James’ one-hander tells the mind-bending, heart-breaking story of what happens when a couple that was always meant to be together, gets together. And stays together. Molly Vevers (winner, The Stage Award for Acting Excellence 2015) reprises her award-winning performance after the show’s critically acclaimed, sold out world premiere at the Edinburgh Fringe 2015 and a 2016 New York transfer.
“Fritz’s script has a streak of mischief a mile wide… a virtuosic piece of writing, playful, post-modern and devastatingly serious, all at once” Time Out
is needed now More than ever
Here’s James to tell us more.
“Ross & Rachel tells the mind-bending, heart-breaking story of what happens when a couple that was always meant to be together, gets together. And stays together.” Interesting: what is heart-breaking about them staying together?
I don’t really know how to answer that question without giving too much away! Also, it feels like it’s not up to me to say whether it’s heart-breaking or not. I will say that it pushes beyond the ‘happy’ in a happy ending and tries to explore what might exist on the other side.
Why did you take the decision to make this a duologue for one performer, rather than a two-hander?
In a lot of ways the process of solo performance – of taking multiple characters and unifying them in one physical presence – serves as a nice metaphor for the ‘oneness’ of the language of love. Two parts of a whole, when two become one, my other half, etc.
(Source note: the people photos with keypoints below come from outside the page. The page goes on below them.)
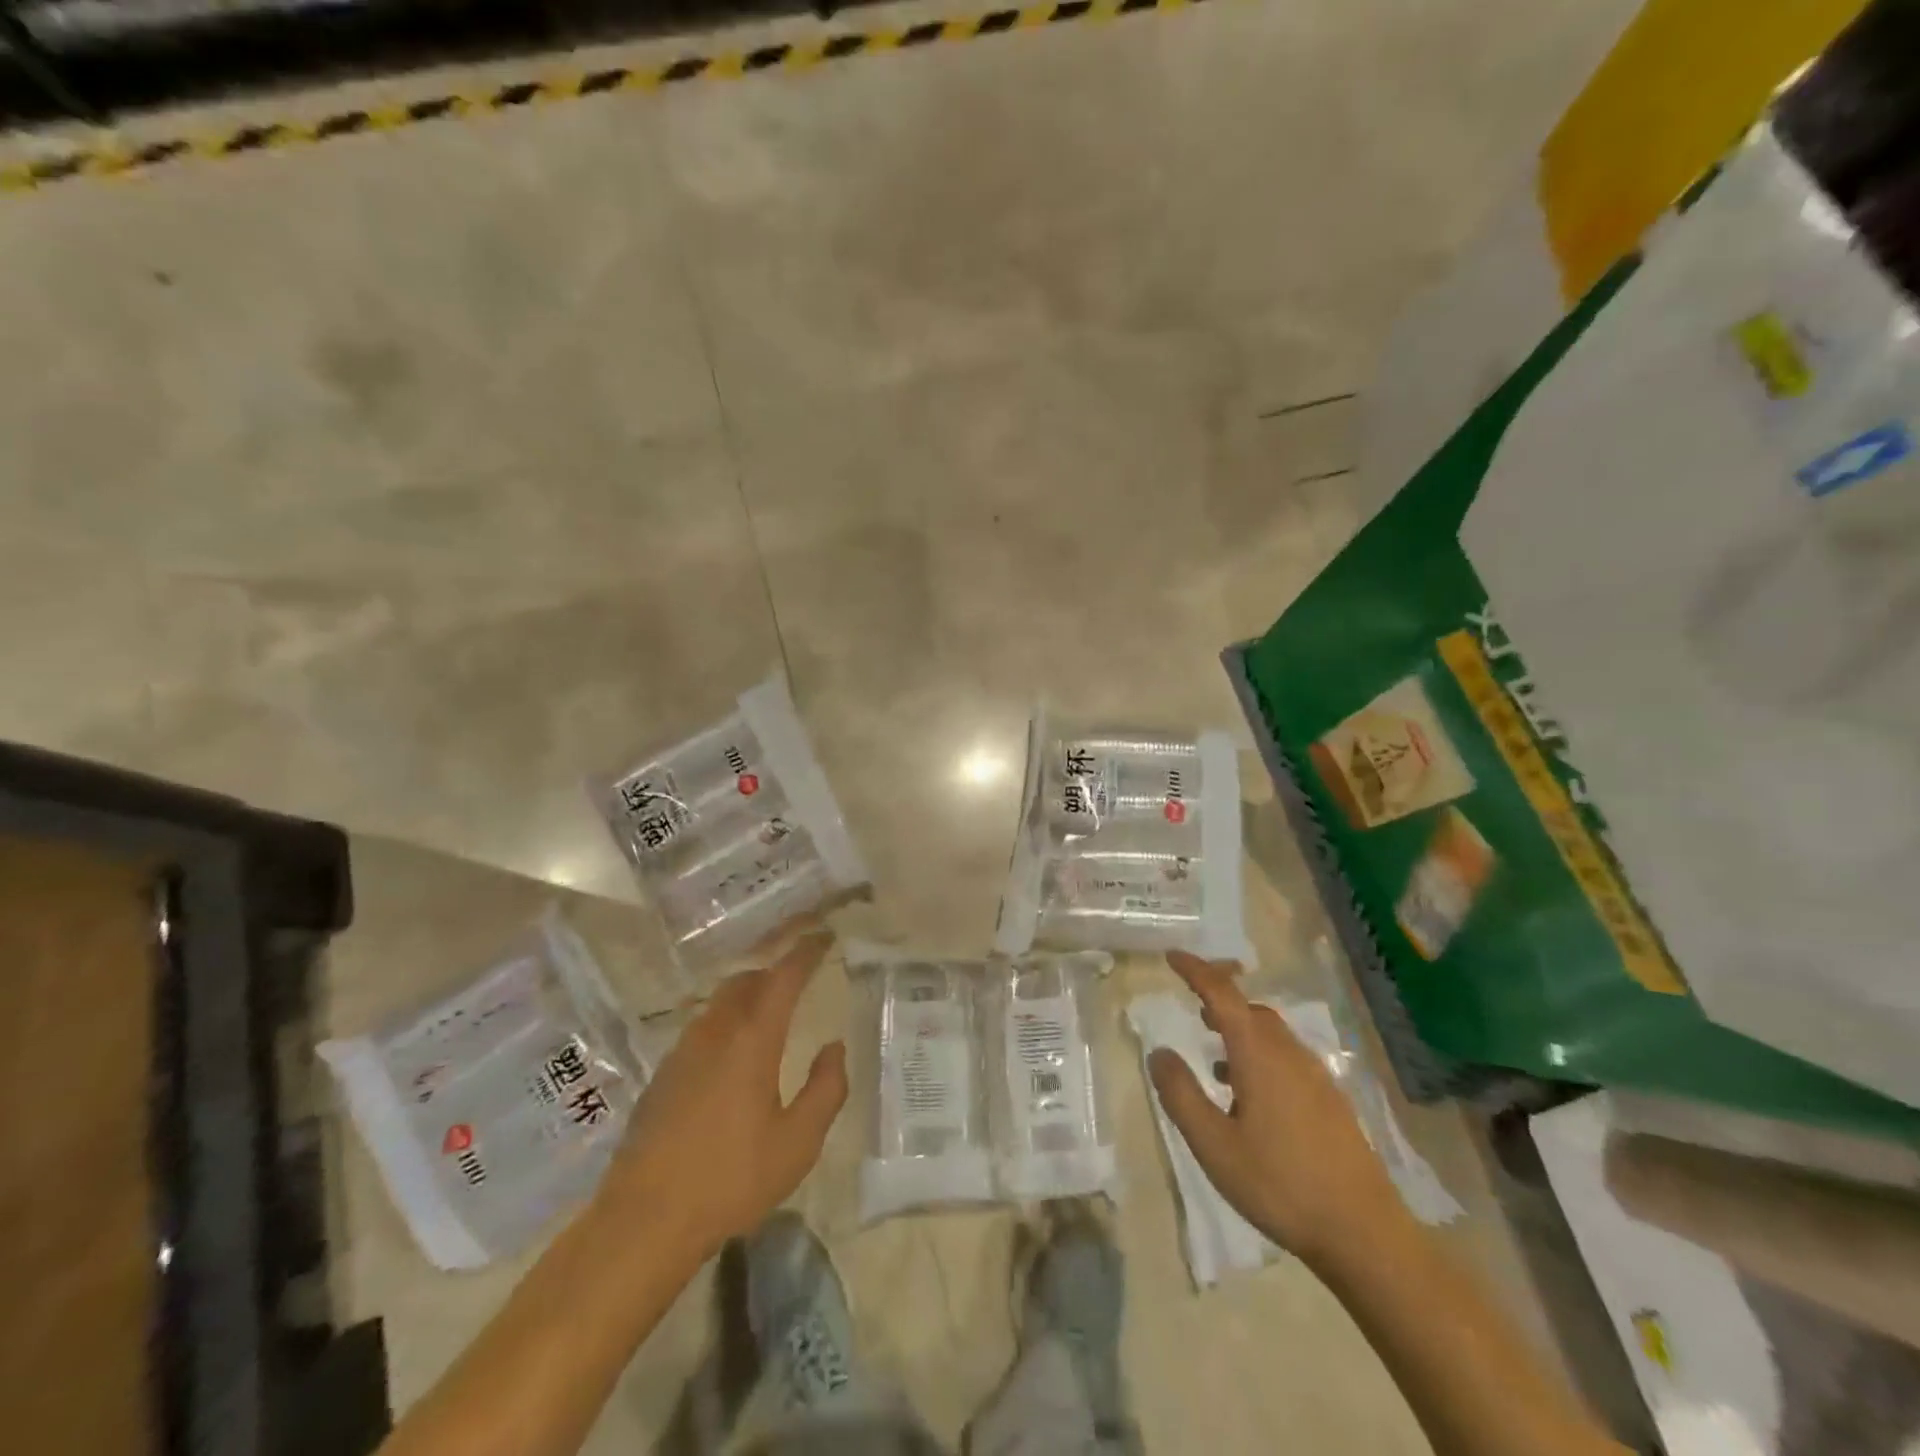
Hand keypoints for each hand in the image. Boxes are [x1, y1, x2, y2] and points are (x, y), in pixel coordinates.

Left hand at [598, 931, 846, 1263]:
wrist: (644, 1221)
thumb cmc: (731, 1180)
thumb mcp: (798, 1143)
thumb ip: (826, 1089)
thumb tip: (834, 1048)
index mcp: (752, 1041)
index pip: (783, 978)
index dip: (805, 953)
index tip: (823, 938)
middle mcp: (715, 1033)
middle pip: (746, 981)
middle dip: (774, 971)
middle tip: (799, 976)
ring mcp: (682, 1052)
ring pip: (720, 1003)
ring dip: (748, 995)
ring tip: (769, 1012)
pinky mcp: (662, 1075)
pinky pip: (701, 1029)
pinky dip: (725, 1022)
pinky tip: (731, 1055)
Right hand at [1148, 951, 1402, 1266]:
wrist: (1364, 1233)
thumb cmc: (1279, 1184)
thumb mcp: (1213, 1144)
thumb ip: (1181, 1094)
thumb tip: (1159, 1052)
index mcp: (1259, 1054)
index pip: (1222, 994)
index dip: (1196, 971)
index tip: (1172, 956)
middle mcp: (1289, 1054)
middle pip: (1250, 1009)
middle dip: (1219, 998)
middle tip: (1192, 1002)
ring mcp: (1316, 1077)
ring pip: (1271, 1034)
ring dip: (1239, 1029)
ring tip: (1213, 1051)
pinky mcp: (1330, 1101)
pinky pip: (1286, 1058)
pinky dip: (1259, 1055)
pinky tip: (1247, 1094)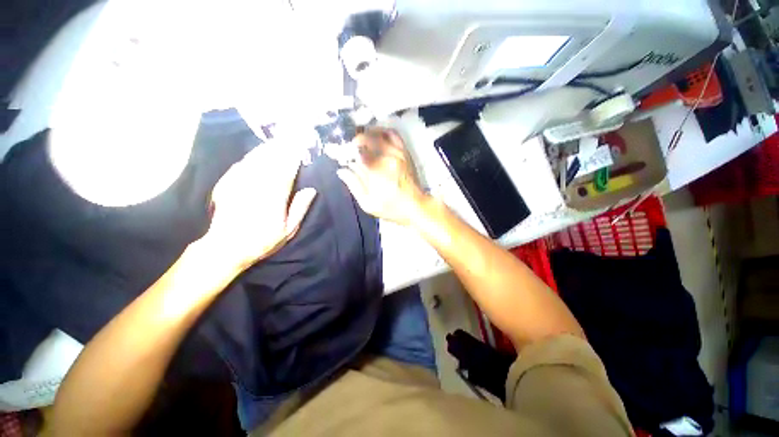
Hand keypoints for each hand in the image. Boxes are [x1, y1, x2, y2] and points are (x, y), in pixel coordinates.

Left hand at [204, 144, 316, 270]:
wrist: (225, 247)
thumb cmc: (262, 240)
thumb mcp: (288, 230)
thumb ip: (299, 208)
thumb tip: (311, 190)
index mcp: (274, 197)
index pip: (287, 171)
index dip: (295, 158)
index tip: (301, 149)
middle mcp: (257, 185)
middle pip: (272, 161)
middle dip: (282, 149)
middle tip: (291, 138)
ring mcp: (240, 183)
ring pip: (256, 159)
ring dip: (268, 149)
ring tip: (277, 142)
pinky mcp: (226, 183)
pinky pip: (241, 164)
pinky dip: (251, 157)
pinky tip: (257, 154)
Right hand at [337, 127, 426, 225]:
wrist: (416, 206)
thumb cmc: (392, 208)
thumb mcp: (368, 203)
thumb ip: (354, 185)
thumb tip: (342, 170)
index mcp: (377, 170)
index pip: (358, 152)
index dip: (346, 150)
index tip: (339, 152)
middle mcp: (388, 157)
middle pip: (368, 138)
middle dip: (355, 140)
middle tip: (349, 146)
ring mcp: (399, 153)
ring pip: (380, 133)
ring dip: (368, 133)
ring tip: (360, 139)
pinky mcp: (405, 153)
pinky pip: (394, 135)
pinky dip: (383, 131)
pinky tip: (376, 136)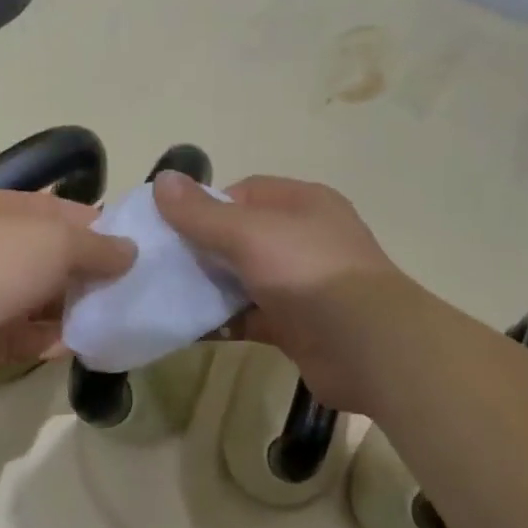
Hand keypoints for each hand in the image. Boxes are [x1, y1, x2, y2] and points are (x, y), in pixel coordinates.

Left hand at [0, 189, 135, 398]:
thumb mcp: (55, 239)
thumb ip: (98, 246)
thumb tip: (130, 252)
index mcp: (7, 211)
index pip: (64, 213)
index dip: (103, 228)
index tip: (143, 247)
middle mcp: (0, 250)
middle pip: (59, 259)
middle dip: (99, 272)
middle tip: (146, 287)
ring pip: (51, 301)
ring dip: (86, 308)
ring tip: (133, 316)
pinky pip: (40, 337)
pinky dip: (67, 340)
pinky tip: (102, 343)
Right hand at [153, 171, 398, 409]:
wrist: (368, 347)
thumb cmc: (309, 274)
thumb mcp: (249, 233)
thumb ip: (201, 213)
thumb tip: (160, 180)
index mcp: (301, 204)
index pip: (243, 193)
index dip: (204, 206)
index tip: (170, 228)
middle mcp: (303, 239)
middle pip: (239, 237)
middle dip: (200, 250)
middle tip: (160, 265)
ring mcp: (300, 284)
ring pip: (242, 279)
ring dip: (207, 288)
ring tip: (165, 297)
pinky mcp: (295, 325)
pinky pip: (248, 317)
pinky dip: (222, 322)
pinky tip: (189, 328)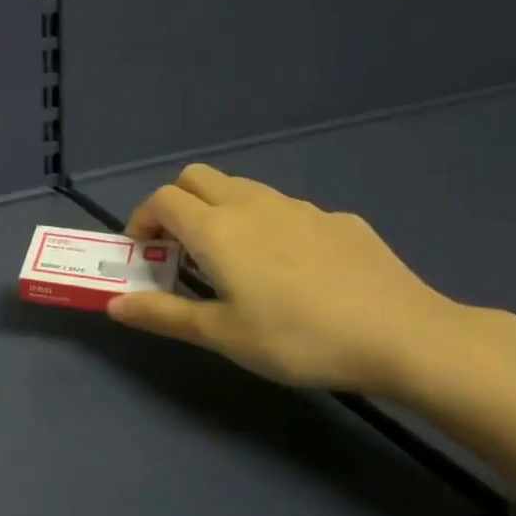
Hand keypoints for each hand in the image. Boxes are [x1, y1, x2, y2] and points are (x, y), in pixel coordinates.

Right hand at [106, 164, 466, 394]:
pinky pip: (284, 210)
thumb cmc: (295, 337)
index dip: (142, 221)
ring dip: (219, 211)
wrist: (402, 335)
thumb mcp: (221, 335)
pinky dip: (266, 225)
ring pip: (242, 188)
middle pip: (197, 178)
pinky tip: (291, 271)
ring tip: (232, 261)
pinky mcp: (337, 220)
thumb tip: (114, 304)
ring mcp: (299, 207)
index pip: (162, 199)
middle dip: (176, 204)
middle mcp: (252, 204)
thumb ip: (162, 314)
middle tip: (180, 250)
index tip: (144, 254)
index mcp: (216, 228)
That was the starting point for the show, and has been a really useful thing to keep coming back to when making it.
“Molly Vevers takes an unflinching look at the myths of modern love” – such as…?
It’s stuff we’re all aware of. The idea of soul mates, the idea that another person completes us, the idea that fate brings two people together. The concept of a thunderbolt. Or, in Friends parlance: the idea that we, like lobsters, mate for life. While they’re all nice ideas to buy into, they also set us up for failure when we can’t live up to them.
“Playful, postmodern and devastatingly serious, all at once” – is this reviewer right that the piece is ‘postmodern’ and if so, what does that mean in this case?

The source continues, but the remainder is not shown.